» Required work: Go through the lines below and tally those containing the string "Give". Respond with the number only.

» Stored items from a collection:
>>

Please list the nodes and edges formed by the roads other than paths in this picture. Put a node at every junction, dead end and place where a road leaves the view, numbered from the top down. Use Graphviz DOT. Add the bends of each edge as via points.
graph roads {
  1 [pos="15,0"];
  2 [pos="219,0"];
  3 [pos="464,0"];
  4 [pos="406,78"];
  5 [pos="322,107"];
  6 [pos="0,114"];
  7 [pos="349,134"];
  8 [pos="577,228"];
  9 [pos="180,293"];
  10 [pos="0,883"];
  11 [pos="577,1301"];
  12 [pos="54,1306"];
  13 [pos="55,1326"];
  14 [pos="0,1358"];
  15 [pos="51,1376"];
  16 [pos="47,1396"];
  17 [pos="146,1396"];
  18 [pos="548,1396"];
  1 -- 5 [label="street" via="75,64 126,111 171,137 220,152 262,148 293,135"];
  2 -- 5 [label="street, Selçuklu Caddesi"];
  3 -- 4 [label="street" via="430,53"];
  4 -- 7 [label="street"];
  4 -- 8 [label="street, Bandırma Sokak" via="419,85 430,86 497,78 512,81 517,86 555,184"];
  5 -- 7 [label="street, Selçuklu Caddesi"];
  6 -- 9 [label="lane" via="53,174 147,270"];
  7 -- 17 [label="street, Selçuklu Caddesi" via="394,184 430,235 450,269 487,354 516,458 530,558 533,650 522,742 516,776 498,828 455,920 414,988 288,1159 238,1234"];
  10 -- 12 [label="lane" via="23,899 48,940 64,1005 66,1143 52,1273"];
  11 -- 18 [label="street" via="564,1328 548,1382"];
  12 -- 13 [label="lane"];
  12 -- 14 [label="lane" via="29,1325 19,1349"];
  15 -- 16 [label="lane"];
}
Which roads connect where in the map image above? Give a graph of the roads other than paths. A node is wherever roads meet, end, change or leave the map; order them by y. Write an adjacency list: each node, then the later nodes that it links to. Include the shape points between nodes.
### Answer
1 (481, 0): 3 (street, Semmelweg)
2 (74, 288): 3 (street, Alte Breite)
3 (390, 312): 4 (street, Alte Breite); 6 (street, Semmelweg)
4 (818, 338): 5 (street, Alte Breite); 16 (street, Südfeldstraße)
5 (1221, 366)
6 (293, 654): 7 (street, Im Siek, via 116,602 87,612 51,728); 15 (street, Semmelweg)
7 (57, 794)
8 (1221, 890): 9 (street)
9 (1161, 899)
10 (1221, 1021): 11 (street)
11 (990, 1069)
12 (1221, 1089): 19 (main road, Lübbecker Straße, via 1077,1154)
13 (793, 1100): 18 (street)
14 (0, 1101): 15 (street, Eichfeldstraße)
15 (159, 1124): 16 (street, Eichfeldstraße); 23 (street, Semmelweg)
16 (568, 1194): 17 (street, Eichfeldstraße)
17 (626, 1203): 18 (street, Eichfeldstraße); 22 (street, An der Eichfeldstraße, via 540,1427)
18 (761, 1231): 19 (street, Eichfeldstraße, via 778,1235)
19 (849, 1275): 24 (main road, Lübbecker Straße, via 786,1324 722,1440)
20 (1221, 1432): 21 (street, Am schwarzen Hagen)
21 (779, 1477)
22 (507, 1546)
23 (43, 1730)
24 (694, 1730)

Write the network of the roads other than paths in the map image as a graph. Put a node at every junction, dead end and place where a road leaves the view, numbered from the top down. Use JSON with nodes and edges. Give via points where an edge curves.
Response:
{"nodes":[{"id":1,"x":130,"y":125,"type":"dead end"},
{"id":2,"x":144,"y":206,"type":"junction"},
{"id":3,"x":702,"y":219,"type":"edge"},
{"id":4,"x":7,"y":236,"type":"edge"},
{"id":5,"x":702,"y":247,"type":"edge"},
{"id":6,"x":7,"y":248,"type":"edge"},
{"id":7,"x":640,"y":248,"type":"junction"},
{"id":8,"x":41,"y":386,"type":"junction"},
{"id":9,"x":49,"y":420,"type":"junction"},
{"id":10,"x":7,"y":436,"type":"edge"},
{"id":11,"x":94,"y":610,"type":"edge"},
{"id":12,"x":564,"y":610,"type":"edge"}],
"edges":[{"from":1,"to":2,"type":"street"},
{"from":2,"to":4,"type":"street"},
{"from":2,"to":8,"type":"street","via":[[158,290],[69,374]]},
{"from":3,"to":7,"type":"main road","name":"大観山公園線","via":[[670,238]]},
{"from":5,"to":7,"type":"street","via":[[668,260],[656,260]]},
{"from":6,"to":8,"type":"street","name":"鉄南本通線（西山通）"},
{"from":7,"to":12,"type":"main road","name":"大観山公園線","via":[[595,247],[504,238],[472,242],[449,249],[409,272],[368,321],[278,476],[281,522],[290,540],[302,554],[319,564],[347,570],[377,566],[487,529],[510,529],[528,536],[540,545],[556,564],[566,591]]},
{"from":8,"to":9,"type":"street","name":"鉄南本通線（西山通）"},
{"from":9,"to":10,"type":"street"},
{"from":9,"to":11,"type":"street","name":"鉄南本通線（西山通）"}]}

<<

» Exercise response: 2